The occasional, often ill-considered thoughts of a Roman Catholic permanent deacon who is ever grateful to God for his existence. Despite the strangeness we encounter in this life, all the suffering we witness and endure, being is good, so good I am sometimes unable to contain my joy. Deo gratias!

The thoughts expressed here are my personal thoughts and sometimes reflect my political views. As a private citizen I have every right to express these views.

Wednesday, July 20, 2016

Donald Trump and Norman Vincent Peale

Some years ago, I had an interesting discussion with a parishioner who believed that God wanted all of the faithful to be successful in their chosen professions and to live prosperous lives filled with material blessings. Out of this belief I also sensed an admonishment toward those who lacked these blessings. He seemed to be saying that those he considered unsuccessful lived mediocre or poverty-stricken lives because they were unwilling to do what was necessary to lift themselves up and achieve the prosperity God wanted for them. Such people, he believed, were doomed to live unproductive, unrewarding lives because they did not focus on the positive, because they had no drive to excel. 

It was then that I asked him if he were a big fan of the late Norman Vincent Peale (1898-1993). He brightened at the mention of Peale's name, and that's when I realized changing this man's mind would be a serious challenge. 

Peale is perhaps best know for his popular book, The Power of Positive Thinking, which has sold several million copies since it was first published in 1952. A minister in the Reformed Church of America, Peale was the long-time pastor of New York City's Marble Collegiate Church, but he was also a kind of self-help guru who combined his unique brand of Christianity with his psychological theories about mental health and living the good life. 
Norman Vincent Peale
The book received criticism from both directions. Many mental health professionals believed Peale's approach offered adherents nothing more than a dangerous panacea that would only aggravate their problems and not cure them. And most Christian theologians considered Peale's approach to be nothing less than heretical, a cult that misread and misapplied the teachings of Jesus Christ. I'm neither psychologist nor psychiatrist, so I won't presume to address Peale's teachings from that direction. But I will take a moment to discuss his religious views.

In essence Peale dismissed the humility of Jesus Christ and the merciful love of God, preferring to view God as a Being who desires only to help you achieve success and avoid life's problems. He, therefore, placed man at the center of reality, turning God into a kind of impersonal force that we can use to our material advantage. As you might expect from someone who thinks this way, suffering is never a good thing and is simply an indication that one is not living life as he ought. Repentance and the need for forgiveness are also pushed aside lest they interfere with the need always to think positively. Peale's "faith" then becomes a form of Christianity without the Cross. Indeed, It replaces the Cross with man himself. In a sense, Peale was a forerunner of many of today's televangelists who preach a distorted gospel of success and wealth, while ignoring the Gospel of Jesus Christ that calls us to carry our cross alongside the Cross of Christ.
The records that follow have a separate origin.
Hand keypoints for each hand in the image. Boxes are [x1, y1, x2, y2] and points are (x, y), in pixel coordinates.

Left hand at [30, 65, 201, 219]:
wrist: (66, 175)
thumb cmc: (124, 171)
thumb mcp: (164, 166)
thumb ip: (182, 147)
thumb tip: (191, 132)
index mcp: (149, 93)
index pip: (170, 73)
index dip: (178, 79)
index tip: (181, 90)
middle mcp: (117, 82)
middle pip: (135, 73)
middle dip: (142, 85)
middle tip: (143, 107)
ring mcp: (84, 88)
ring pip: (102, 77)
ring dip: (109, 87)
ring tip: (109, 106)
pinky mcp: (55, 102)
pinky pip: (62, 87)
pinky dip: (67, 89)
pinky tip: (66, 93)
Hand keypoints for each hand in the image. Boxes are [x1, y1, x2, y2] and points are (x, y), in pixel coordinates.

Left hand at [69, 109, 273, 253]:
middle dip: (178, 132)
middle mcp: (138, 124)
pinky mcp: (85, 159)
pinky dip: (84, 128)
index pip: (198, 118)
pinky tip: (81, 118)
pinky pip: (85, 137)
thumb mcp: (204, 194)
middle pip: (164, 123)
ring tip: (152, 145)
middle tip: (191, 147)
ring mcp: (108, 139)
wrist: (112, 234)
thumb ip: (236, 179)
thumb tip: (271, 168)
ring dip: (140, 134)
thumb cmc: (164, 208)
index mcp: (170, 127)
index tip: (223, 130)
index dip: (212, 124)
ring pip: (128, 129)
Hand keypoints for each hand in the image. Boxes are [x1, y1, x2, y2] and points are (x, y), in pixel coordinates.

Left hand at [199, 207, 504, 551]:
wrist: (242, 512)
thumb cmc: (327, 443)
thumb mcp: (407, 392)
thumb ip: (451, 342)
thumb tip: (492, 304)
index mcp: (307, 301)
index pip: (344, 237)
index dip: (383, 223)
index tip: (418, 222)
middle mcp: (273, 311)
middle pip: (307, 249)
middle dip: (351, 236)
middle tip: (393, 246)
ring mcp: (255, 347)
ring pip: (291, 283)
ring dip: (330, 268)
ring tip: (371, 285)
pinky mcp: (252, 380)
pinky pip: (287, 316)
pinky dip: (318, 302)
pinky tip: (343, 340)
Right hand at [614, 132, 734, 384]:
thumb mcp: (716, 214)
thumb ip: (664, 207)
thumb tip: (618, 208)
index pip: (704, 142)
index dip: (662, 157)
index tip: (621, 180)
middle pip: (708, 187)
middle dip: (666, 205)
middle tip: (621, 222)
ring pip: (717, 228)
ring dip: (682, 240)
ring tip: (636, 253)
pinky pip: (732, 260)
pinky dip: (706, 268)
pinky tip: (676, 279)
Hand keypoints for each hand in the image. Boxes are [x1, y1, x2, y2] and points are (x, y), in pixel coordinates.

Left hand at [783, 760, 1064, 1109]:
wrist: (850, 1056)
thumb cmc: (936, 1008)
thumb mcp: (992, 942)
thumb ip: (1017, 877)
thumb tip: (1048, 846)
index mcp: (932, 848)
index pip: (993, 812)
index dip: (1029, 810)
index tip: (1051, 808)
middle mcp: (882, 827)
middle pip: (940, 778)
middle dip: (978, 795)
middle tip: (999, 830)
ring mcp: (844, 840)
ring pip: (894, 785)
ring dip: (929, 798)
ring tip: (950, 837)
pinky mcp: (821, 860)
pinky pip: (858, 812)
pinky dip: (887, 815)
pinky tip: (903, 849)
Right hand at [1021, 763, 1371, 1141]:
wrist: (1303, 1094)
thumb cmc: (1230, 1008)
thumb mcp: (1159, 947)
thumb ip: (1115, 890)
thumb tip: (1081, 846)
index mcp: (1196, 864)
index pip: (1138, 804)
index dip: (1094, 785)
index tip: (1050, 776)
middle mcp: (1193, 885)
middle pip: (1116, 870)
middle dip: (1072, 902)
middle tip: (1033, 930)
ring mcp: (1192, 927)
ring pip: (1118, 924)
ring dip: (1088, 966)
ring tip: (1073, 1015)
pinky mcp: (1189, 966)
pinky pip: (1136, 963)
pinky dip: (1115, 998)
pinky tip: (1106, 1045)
Something I didn't know about Peale was the extent of his influence on Donald Trump. I discovered this yesterday when I opened the latest issue of First Things, and turned first, as I always do, to the essay on the last page. The title of this month's essay is "Donald Trump, Man of Faith", written by Matthew Schmitz, First Things' literary editor. In it Schmitz explains many things about the Republican candidate for president, including some of the comments he has made on his religious faith. The essay is certainly worth a read for those who want to understand better Donald Trump's worldview. 

Trump, addressing his enthusiasm for Peale and his preaching, recently said,
"Dr. Norman Vincent Peale, The Power of Positive Thinking was my pastor...To this day one of the great speakers I've seen. You hated to leave church. You hated when the sermon was over. That's how great he was at Marble Collegiate Church."
If you want to get a taste of Donald Trump's approach to work and life, check out the below, brief (3-minute) video in which he is interviewed by televangelist Paula White. In it you will see how belief in oneself seems to take precedence over a belief in God:





As you might expect, I don't agree with Donald Trump's Peale-inspired theology, which to me is little more than the glorification of materialism; but it's important to realize that variations on this theology have been shared, or at least praised, by many recent Presidents, including Richard Nixon, Ronald Reagan, and Bill Clinton. 

Oh, yes, I never did change that parishioner's mind. He walked away convinced that God wanted him to be rich.